■ Problem description
Reproduce the following entries verbatim, each one complete.

START Records for this task

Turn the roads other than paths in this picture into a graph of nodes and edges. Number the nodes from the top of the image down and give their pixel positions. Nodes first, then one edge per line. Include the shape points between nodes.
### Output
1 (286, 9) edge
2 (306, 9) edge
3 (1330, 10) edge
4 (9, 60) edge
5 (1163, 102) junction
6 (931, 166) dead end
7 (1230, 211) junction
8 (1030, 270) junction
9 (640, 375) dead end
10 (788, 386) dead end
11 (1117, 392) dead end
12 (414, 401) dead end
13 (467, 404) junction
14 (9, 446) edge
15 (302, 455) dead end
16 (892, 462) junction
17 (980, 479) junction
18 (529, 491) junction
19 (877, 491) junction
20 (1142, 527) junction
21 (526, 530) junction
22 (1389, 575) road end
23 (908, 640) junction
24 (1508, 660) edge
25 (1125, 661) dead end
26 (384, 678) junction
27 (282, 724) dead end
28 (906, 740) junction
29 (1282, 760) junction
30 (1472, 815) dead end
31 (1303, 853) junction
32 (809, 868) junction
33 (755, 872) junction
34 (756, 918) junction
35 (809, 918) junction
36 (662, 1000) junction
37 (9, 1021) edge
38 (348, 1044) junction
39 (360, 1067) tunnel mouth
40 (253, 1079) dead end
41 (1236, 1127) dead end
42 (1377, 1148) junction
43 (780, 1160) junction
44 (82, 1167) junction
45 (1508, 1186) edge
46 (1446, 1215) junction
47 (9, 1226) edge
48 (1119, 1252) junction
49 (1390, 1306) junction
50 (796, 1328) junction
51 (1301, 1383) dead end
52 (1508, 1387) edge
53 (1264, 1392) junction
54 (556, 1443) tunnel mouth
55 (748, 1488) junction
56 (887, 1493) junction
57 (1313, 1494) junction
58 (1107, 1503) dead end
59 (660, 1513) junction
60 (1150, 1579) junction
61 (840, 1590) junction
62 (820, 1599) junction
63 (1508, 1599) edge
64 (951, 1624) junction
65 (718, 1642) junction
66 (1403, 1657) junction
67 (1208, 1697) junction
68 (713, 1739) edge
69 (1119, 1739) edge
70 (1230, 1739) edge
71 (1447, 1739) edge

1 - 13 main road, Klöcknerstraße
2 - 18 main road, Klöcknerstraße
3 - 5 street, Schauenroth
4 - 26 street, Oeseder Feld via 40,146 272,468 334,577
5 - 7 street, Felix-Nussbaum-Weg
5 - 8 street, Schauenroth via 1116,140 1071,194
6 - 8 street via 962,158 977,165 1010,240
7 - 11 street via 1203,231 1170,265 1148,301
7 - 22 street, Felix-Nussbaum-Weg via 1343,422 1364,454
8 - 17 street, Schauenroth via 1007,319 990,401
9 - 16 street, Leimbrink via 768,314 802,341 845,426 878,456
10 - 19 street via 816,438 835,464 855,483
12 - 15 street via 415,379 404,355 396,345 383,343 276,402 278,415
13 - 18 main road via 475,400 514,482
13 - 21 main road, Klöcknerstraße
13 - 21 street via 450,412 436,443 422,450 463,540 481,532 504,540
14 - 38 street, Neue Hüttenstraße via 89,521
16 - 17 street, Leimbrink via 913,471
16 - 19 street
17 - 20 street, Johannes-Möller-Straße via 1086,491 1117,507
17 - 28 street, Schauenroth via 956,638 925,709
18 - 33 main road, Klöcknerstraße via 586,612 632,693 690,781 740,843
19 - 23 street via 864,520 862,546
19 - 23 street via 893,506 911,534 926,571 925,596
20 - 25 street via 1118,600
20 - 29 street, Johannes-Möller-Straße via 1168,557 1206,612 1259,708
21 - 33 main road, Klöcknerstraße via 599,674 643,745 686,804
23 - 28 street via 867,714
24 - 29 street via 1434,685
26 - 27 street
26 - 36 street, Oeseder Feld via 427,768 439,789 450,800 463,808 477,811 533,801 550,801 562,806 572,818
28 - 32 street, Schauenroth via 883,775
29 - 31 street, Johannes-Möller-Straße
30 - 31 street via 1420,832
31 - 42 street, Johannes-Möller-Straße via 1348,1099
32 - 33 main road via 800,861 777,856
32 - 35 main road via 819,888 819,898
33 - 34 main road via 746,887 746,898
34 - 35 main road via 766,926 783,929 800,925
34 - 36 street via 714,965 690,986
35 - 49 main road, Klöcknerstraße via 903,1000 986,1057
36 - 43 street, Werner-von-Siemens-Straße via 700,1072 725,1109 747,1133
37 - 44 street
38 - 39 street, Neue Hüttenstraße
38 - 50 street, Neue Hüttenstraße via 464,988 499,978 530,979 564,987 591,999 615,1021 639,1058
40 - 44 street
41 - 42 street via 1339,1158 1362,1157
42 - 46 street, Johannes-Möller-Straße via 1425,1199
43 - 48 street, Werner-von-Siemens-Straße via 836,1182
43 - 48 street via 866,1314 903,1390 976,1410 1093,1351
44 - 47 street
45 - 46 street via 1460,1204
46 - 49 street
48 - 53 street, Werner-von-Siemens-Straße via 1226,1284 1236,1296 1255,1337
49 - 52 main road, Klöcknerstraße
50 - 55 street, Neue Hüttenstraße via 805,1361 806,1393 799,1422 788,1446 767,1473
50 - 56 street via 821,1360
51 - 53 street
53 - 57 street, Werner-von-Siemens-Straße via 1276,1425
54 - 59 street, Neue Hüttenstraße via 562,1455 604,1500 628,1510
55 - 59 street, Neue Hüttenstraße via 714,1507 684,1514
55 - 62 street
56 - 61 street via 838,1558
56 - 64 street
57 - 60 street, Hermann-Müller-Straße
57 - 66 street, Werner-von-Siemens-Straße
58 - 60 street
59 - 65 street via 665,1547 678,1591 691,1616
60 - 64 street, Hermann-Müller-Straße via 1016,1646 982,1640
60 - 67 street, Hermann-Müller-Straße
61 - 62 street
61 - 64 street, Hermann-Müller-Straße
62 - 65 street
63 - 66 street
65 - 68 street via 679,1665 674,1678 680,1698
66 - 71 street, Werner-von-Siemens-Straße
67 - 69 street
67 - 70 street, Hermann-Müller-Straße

END Records for this task

■ Answer
Turn the roads other than paths in this picture into a graph of nodes and edges. Number the nodes from the top of the image down and give their pixel positions. Nodes first, then one edge per line. Include the shape points between nodes.
### Output
1 (286, 9) edge
2 (306, 9) edge
3 (1330, 10) edge
4 (9, 60) edge
5 (1163, 102) junction
6 (931, 166) dead end
7 (1230, 211) junction
8 (1030, 270) junction
9 (640, 375) dead end
10 (788, 386) dead end
11 (1117, 392) dead end
12 (414, 401) dead end
13 (467, 404) junction
14 (9, 446) edge
15 (302, 455) dead end
16 (892, 462) junction
17 (980, 479) junction
18 (529, 491) junction
19 (877, 491) junction
20 (1142, 527) junction
21 (526, 530) junction
22 (1389, 575) road end
23 (908, 640) junction
24 (1508, 660) edge
25 (1125, 661) dead end
26 (384, 678) junction
27 (282, 724) dead end
28 (906, 740) junction
29 (1282, 760) junction
30 (1472, 815) dead end
31 (1303, 853) junction
32 (809, 868) junction
33 (755, 872) junction
34 (756, 918) junction
35 (809, 918) junction
36 (662, 1000) junction
37 (9, 1021) edge
38 (348, 1044) junction
39 (360, 1067) tunnel mouth
40 (253, 1079) dead end
41 (1236, 1127) dead end
42 (1377, 1148) junction
43 (780, 1160) junction
44 (82, 1167) junction
45 (1508, 1186) edge
46 (1446, 1215) junction
47 (9, 1226) edge
48 (1119, 1252) junction
49 (1390, 1306) junction
50 (796, 1328) junction
51 (1301, 1383) dead end
52 (1508, 1387) edge
53 (1264, 1392) junction
54 (556, 1443) tunnel mouth
55 (748, 1488) junction
56 (887, 1493) junction
57 (1313, 1494) junction
58 (1107, 1503) dead end
59 (660, 1513) junction
60 (1150, 1579) junction
61 (840, 1590) junction
62 (820, 1599) junction
63 (1508, 1599) edge
64 (951, 1624) junction
65 (718, 1642) junction
66 (1403, 1657) junction
67 (1208, 1697) junction
68 (713, 1739) edge
69 (1119, 1739) edge
70 (1230, 1739) edge
71 (1447, 1739) edge

1 - 13 main road, Klöcknerstraße
2 - 18 main road, Klöcknerstraße
3 - 5 street, Schauenroth
4 - 26 street, Oeseder Feld via 40,146 272,468 334,577
5 - 7 street, Felix-Nussbaum-Weg
5 - 8 street, Schauenroth via 1116,140 1071,194
6 - 8 street via 962,158 977,165 1010,240
7 - 11 street via 1203,231 1170,265 1148,301
7 - 22 street, Felix-Nussbaum-Weg via 1343,422 1364,454
8 - 17 street, Schauenroth via 1007,319 990,401
9 - 16 street, Leimbrink via 768,314 802,341 845,426 878,456
10 - 19 street via 816,438 835,464 855,483
12 - 15 street via 415,379 404,355 396,345 383,343 276,402 278,415
13 - 18 main road via 475,400 514,482
13 - 21 main road, Klöcknerstraße
13 - 21 street via 450,412 436,443 422,450 463,540 481,532 504,540
14 - 38 street, Neue Hüttenstraße via 89,521
16 - 17 street, Leimbrink via 913,471
16 - 19 street
17 - 20 street, Johannes-Möller-Straße via 1086,491 1117,507
17 - 28 street, Schauenroth via 956,638 925,709
18 - 33 main road, Klöcknerstraße via 586,612 632,693 690,781 740,843
19 - 23 street via 864,520 862,546
19 - 23 street via 893,506 911,534 926,571 925,596
20 - 25 street via 1118,600
20 - 29 street, Johannes-Möller-Straße via 1168,557 1206,612 1259,708
21 - 33 main road, Klöcknerstraße via 599,674 643,745 686,804
23 - 28 street via 867,714
24 - 29 street via 1434,685
26 - 27 street
26 - 36 street, Oeseder Feld via 427,768 439,789 450,800 463,808 477,811 533,801 550,801 562,806 572,818
28 - 32 street, Schauenroth via 883,775
29 - 31 street, Johannes-Möller-Straße
30 - 31 street via 1420,832
31 - 42 street, Johannes-Möller-Straße via 1348,1099
32 - 33 main road via 800,861 777,856
32 - 35 main road via 819,888 819,898
33 - 34 main road via 746,887 746,898
34 - 35 main road via 766,926 783,929 800,925
34 - 36 street via 714,965 690,986
35 - 49 main road, Klöcknerstraße via 903,1000 986,1057
36 - 43 street, Werner-von-Siemens-Straße via 700,1072 725,1109 747,1133
37 - 44 street
38 - 39 street, Neue Hüttenstraße
38 - 50 street, Neue Hüttenstraße via 464,988 499,978 530,979 564,987 591,999 615,1021 639,1058
40 - 44 street
41 - 42 street via 1339,1158 1362,1157
42 - 46 street, Johannes-Möller-Straße via 1425,1199
43 - 48 street, Werner-von-Siemens-Straße via 836,1182
43 - 48 street via 866,1314 903,1390 976,1410 1093,1351
44 - 47 street
45 - 46 street via 1460,1204
46 - 49 street
48 - 53 street, Werner-von-Siemens-Straße via 1226,1284 1236,1296 1255,1337
49 - 52 main road, Klöcknerstraße
50 - 55 street, Neue Hüttenstraße via 805,1361 806,1393 799,1422 788,1446 767,1473
50 - 56 street via 821,1360
51 - 53 street
53 - 57 street, Werner-von-Siemens-Straße via 1276,1425
54 - 59 street, Neue Hüttenstraße via 562,1455 604,1500 628,1510
55 - 59 street, Neue Hüttenstraße via 714,1507 684,1514
55 - 62 street
56 - 61 street via 838,1558
56 - 64 street
57 - 60 street, Hermann-Müller-Straße
57 - 66 street, Werner-von-Siemens-Straße
58 - 60 street
59 - 65 street via 665,1547 678,1591 691,1616
60 - 64 street, Hermann-Müller-Straße via 1016,1646 982,1640
60 - 67 street, Hermann-Müller-Straße
61 - 62 street
61 - 64 street, Hermann-Müller-Straße
62 - 65 street
63 - 66 street
65 - 68 street via 679,1665 674,1678 680,1698
66 - 71 street, Werner-von-Siemens-Straße
67 - 69 street
67 - 70 street, Hermann-Müller-Straße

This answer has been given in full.